* Goal of the exercise
Gather every line below where "Riverfront" appears.

=-=-=

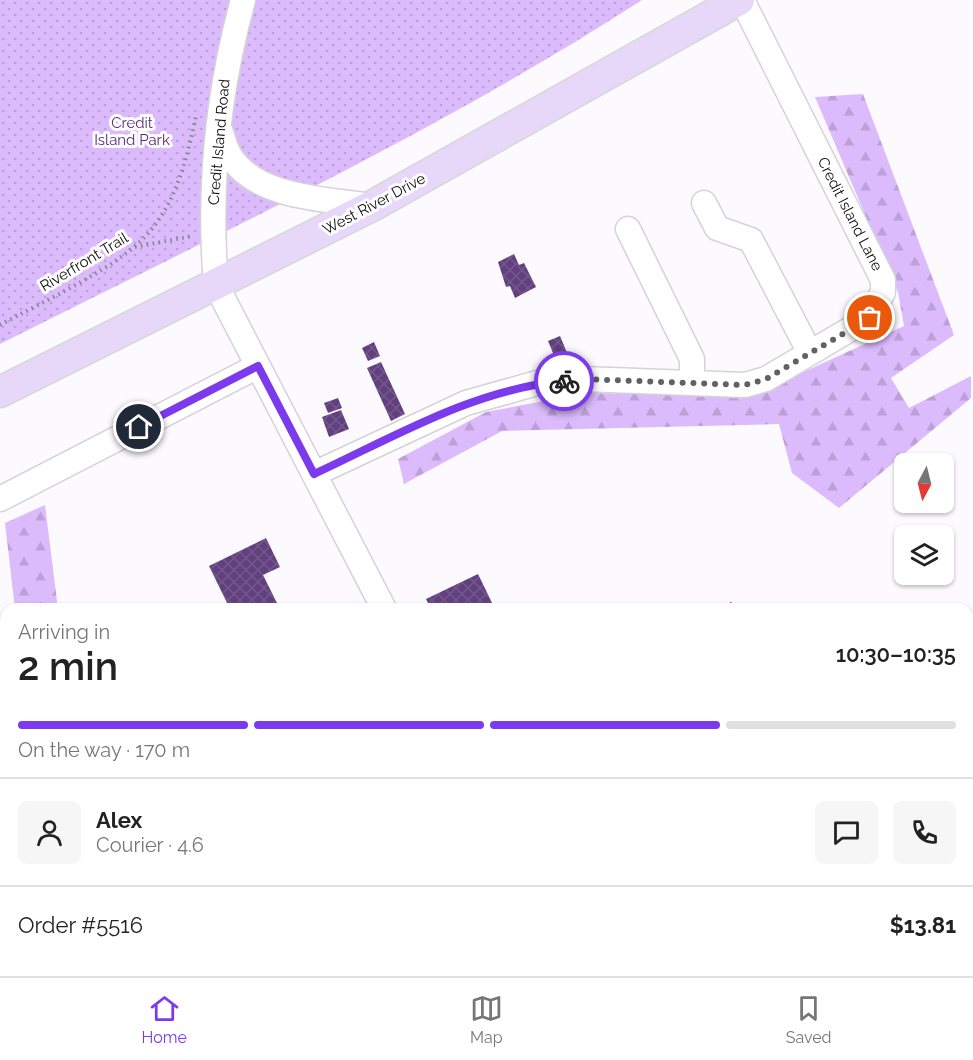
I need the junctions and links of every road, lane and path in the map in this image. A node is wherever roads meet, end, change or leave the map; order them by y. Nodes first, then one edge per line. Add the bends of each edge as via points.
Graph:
1 (243, 0) edge
2 (741, 0) edge
3 (198, 107) dead end
4 (218, 124) junction
5 (704, 203) dead end
6 (372, 206) junction
7 (628, 229) dead end
8 (212, 232) junction
9 (134, 248) junction
10 (216, 285) junction
11 (0, 325) edge
12 (810, 353) junction
13 (258, 366) junction
14 (692, 383) junction
15 (0, 392) edge
16 (314, 474) junction
17 (0, 499) edge
18 (381, 603) edge

1 - 4 street, Credit Island Road via 221,93
2 - 6 main road, West River Drive
2 - 12 street, Credit Island Lane via 883,280 883,292 870,318
3 - 9 path, Riverfront Trail via 185,166 168,204 151,231
4 - 6 street via 230,157 255,180 283,193
4 - 8 street, Credit Island Road
5 - 12 street via 717,228 751,240
6 - 10 main road, West River Drive
7 - 14 street via 692,359
8 - 9 path
8 - 10 street, Credit Island Road
9 - 11 path, Riverfront Trail
10 - 13 street
10 - 15 main road, West River Drive
12 - 14 street, Credit Island Lane via 766,379 745,385
13 - 16 street
13 - 17 street
14 - 16 street, Credit Island Lane via 583,379 537,383 466,403
16 - 18 street

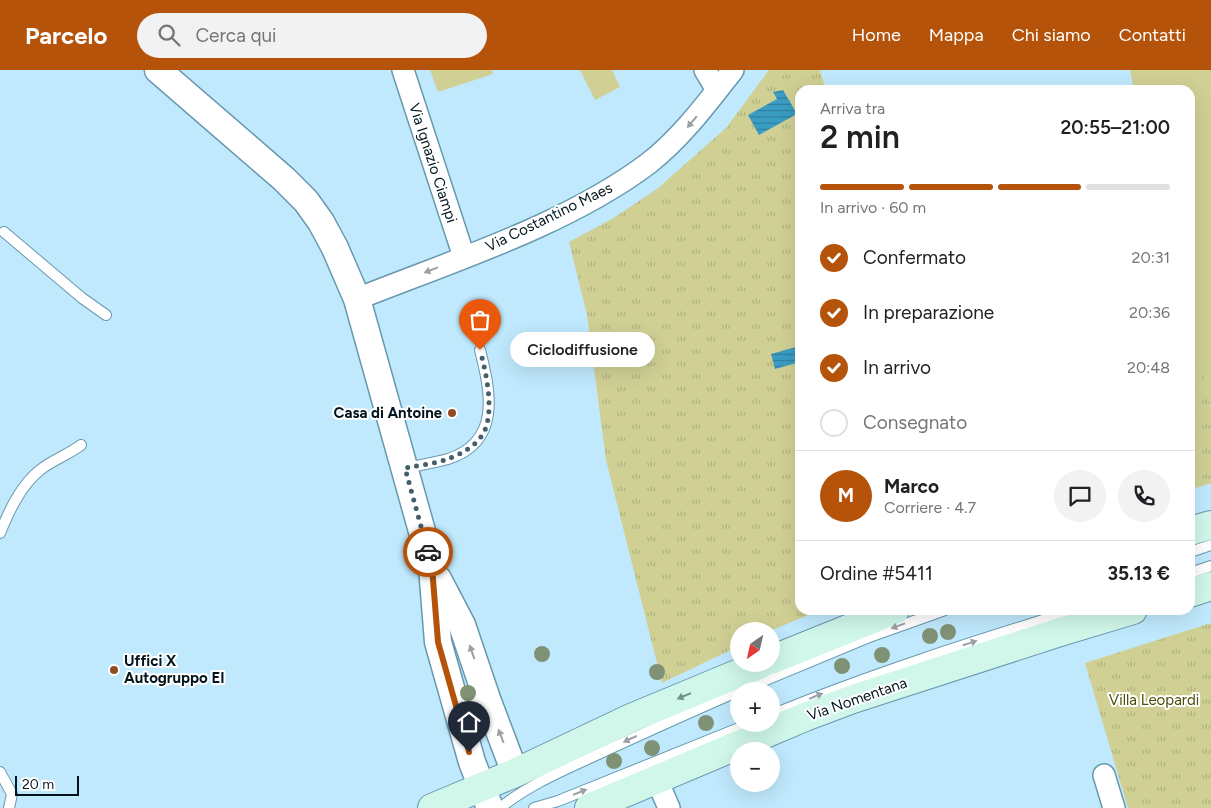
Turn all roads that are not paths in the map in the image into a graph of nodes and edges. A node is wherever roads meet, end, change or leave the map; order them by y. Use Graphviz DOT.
graph roads {
  1 [pos="158,70"];
  2 [pos="403,70"];
  3 [pos="705,70"];
  4 [pos="733,70"];
  5 [pos="717,90"];
  6 [pos="4,232"];
  7 [pos="464,257"];
  8 [pos="357,299"];
  9 [pos="106,315"];
  10 [pos="480,350"];
  11 [pos="81,445"];
  12 [pos="405,468"];
  13 [pos="1211,526"];
  14 [pos="1195,530"];
  15 [pos="0,533"];
  16 [pos="1211,545"];
  17 [pos="1195,550"];
  18 [pos="1211,566"];
  19 [pos="432,567"];
  20 [pos="1195,571"];
  21 [pos="1211,586"];
  22 [pos="1195,591"];
  23 [pos="883,615"];
  24 [pos="930,615"];
  25 [pos="1058,615"];
  26 [pos="1117,615"];
  27 [pos="780,656"];
  28 [pos="742,672"];
  29 [pos="761,682"];
  30 [pos="730,695"];
  31 [pos="487,699"];
  32 [pos="456,705"];
  33 [pos="780,711"];
  34 [pos="730,732"];
  35 [pos="0,772"];
  36 [pos="515,773"];
  37 [pos="1104,775"];
  38 [pos="657,780"];
  39 [pos="486,797"];
  40 [pos="9,808"];
  41 [pos="432,808"];
  42 [pos="500,808"];
  43 [pos="534,808"];
  44 [pos="589,808"];
  45 [pos="669,808"];
  46 [pos="1114,808"];
  1 -- 8 [label="street"];
  2 -- 7 [label="street, Via Ignazio Ciampi"];
  3 -- 5 [label="street"];
  4 -- 5 [label="street, Via Costantino Maes"];
  5 -- 7 [label="street, Via Costantino Maes, one-way"];
  6 -- 9 [label="lane"];
  7 -- 8 [label="street, Via Costantino Maes, one-way"];
  8 -- 12 [label="street"];
  10 -- 12 [label="lane"];
  11 -- 15 [label="lane"];
  12 -- 19 [label="street"];
  13 -- 14 [label="main road"];
  16 -- 17 [label="lane"];
  18 -- 20 [label="lane"];
  31 -- 19 [label="street, one-way"];
  19 -- 32 [label="street"];
  21 -- 22 [label="main road"];
  23 -- 27 [label="main road"];
  24 -- 29 [label="lane, one-way"];
  33 -- 25 [label="lane, Via Nomentana, one-way"];
  26 -- 38 [label="main road, Via Nomentana"];
  28 -- 36 [label="main road, one-way"];
  30 -- 42 [label="lane, one-way"];
  31 -- 32 [label="street"];
  36 -- 31 [label="street, one-way"];
  32 -- 39 [label="street"];
  43 -- 34 [label="lane, one-way"];
  35 -- 40 [label="lane"];
  36 -- 39 [label="main road"];
  37 -- 46 [label="street"];
  38 -- 44 [label="main road, Via Nomentana"];
  38 -- 45 [label="street"];
  39 -- 41 [label="main road"];
}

=-=-=

* Answer space
3 - 9 path, Riverfront Trail via 185,166 168,204 151,231
9 - 11 path, Riverfront Trail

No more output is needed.